== What the task requires ==
The data below holds the lines to copy: everything from the line containing "middle tip: (159, 286)" to the line containing "middle pip: (164, 205)", both ends included, set down exactly.

■ ■ ■

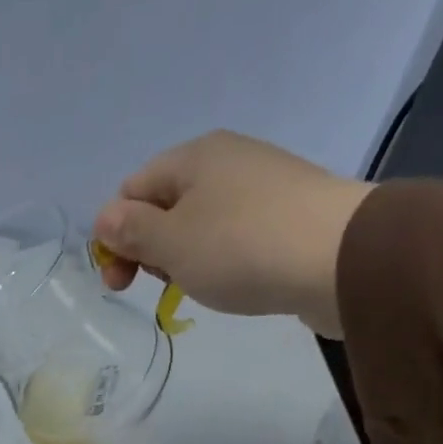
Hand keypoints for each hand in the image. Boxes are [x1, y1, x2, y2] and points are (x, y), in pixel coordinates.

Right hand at [92, 131, 373, 338]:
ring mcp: (259, 184)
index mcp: (192, 156)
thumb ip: (131, 231)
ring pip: (198, 222)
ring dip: (184, 258)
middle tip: (159, 286)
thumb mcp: (171, 243)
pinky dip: (219, 258)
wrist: (337, 257)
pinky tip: (230, 280)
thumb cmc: (240, 247)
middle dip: (149, 248)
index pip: (131, 190)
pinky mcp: (285, 212)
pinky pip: (232, 233)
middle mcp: (225, 159)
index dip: (116, 235)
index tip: (121, 282)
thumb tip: (105, 218)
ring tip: (198, 286)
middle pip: (164, 205)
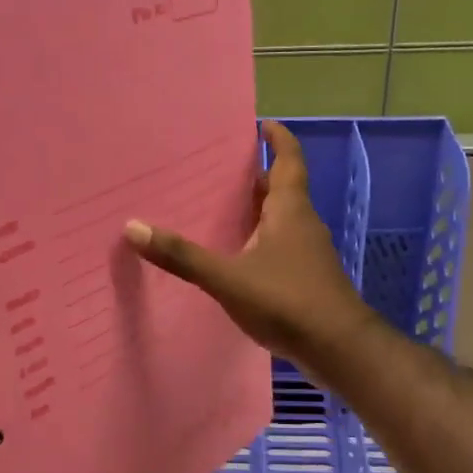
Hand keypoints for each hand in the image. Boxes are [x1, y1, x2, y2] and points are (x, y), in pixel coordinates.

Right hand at [125, 120, 375, 373]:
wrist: (338, 348)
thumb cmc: (287, 300)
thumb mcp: (228, 277)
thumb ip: (183, 256)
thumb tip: (133, 228)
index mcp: (290, 209)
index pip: (289, 159)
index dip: (278, 139)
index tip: (261, 124)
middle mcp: (303, 224)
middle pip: (282, 189)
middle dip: (256, 177)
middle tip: (220, 171)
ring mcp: (309, 253)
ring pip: (282, 220)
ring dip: (257, 211)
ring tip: (221, 211)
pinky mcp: (308, 279)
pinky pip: (281, 247)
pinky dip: (261, 242)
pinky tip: (238, 259)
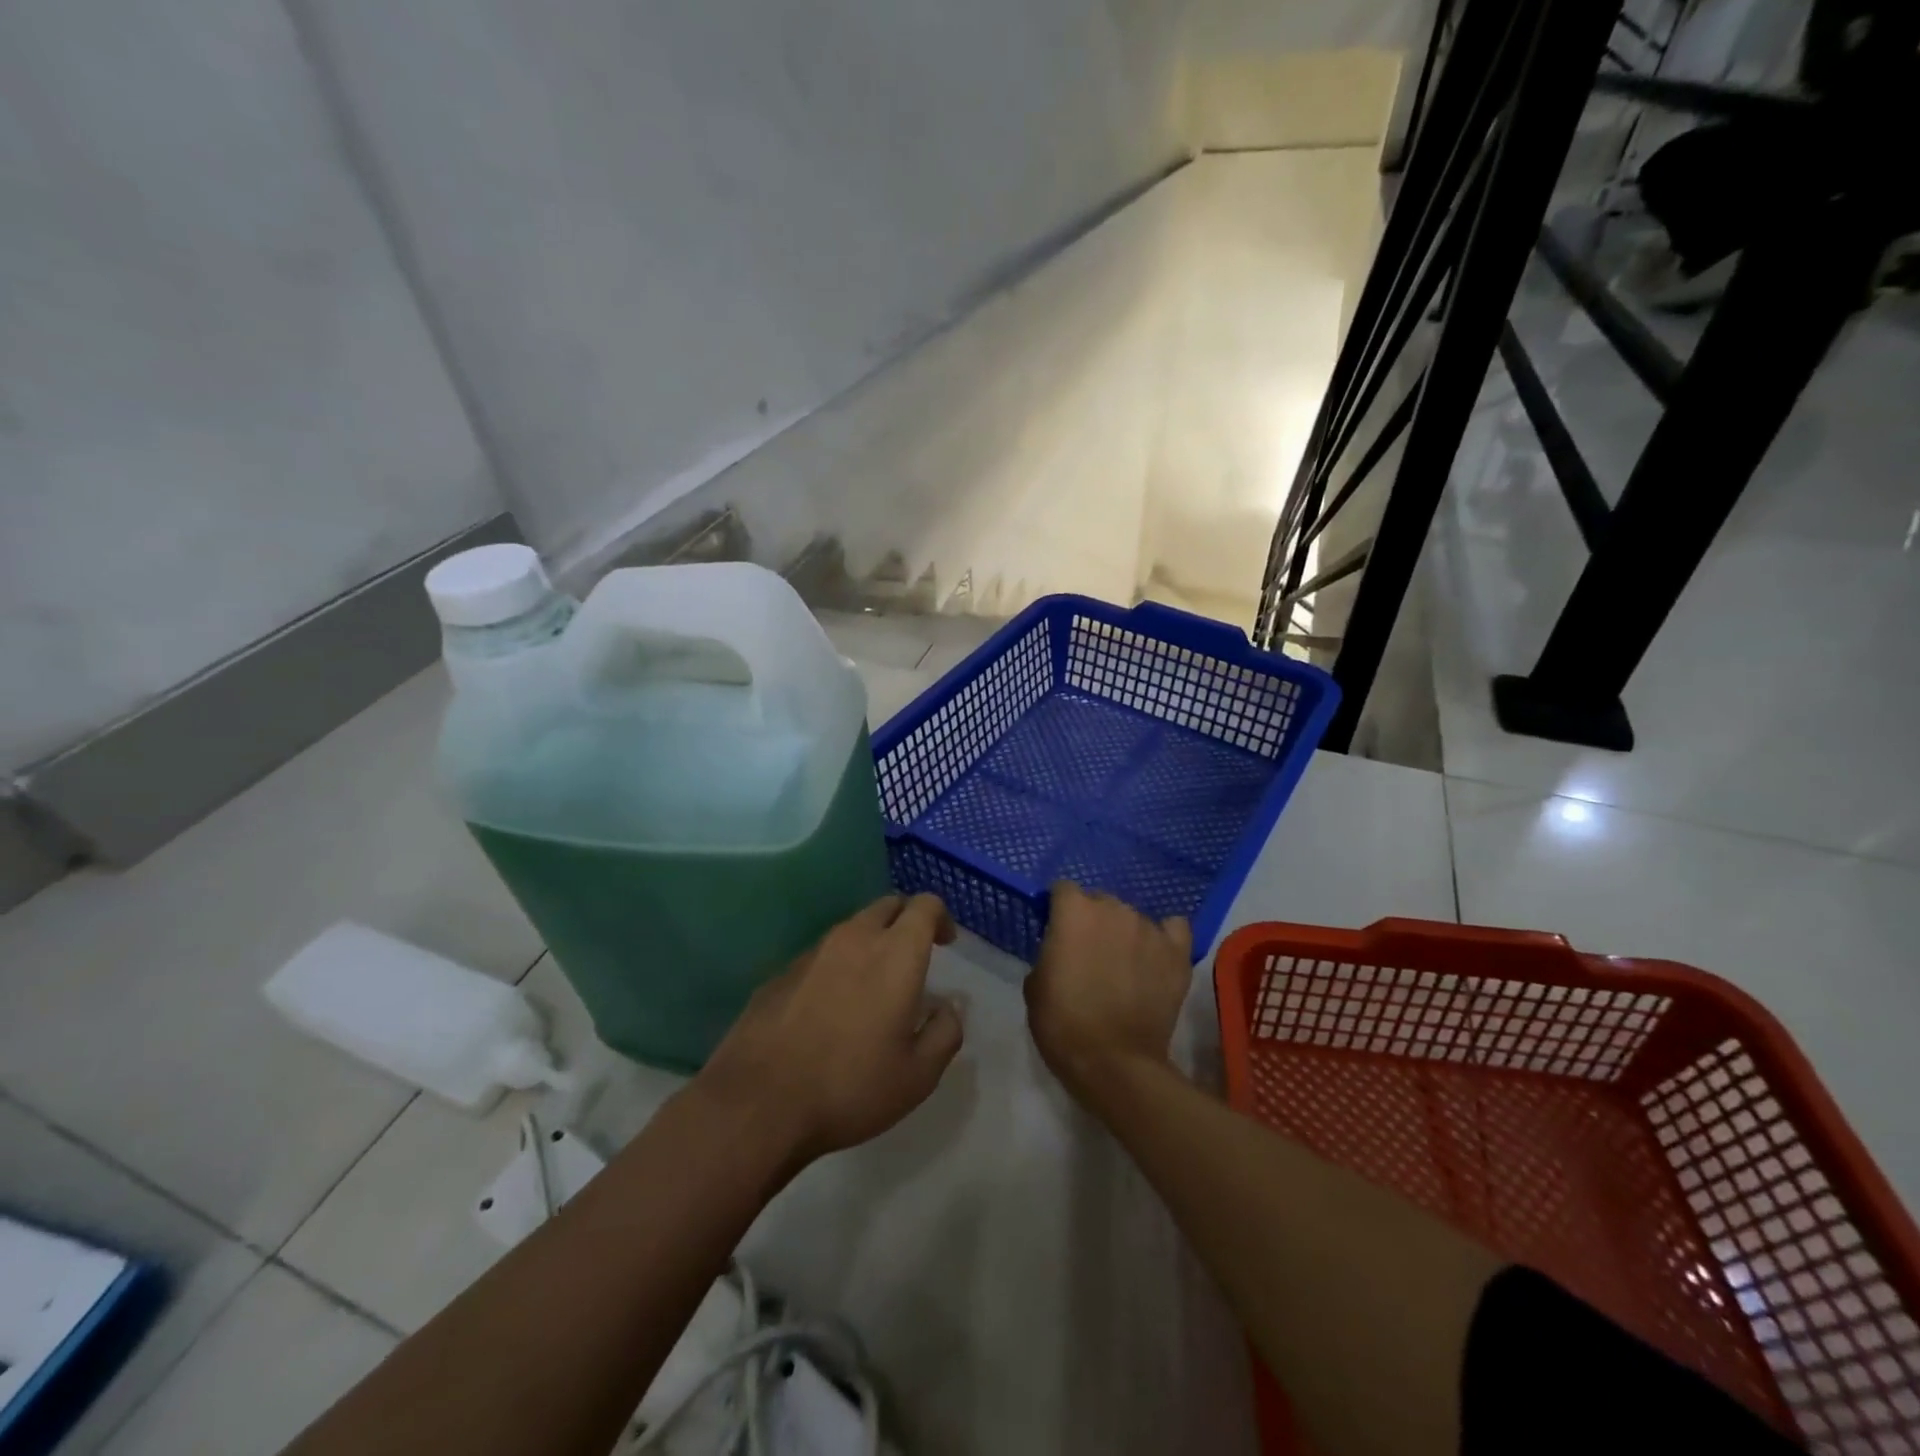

■ ■ ■

== Result for this exercise ==
middle tip: (159, 286)
thumb mcp: (171, 243)
pinky dip: (219, 258)
wrist: (337, 257)
pinky tip: (230, 280)
thumb cmc: (240, 247)
middle dip: (149, 248)
index pip: (131, 190)
pinky mcp: (285, 212)
pinky pip: (232, 233)
middle mcp: (225, 159)
index dip: (116, 235)
index tip: (121, 282)
thumb tip: (105, 218)
ring tip: (198, 286)
middle pip: (164, 205)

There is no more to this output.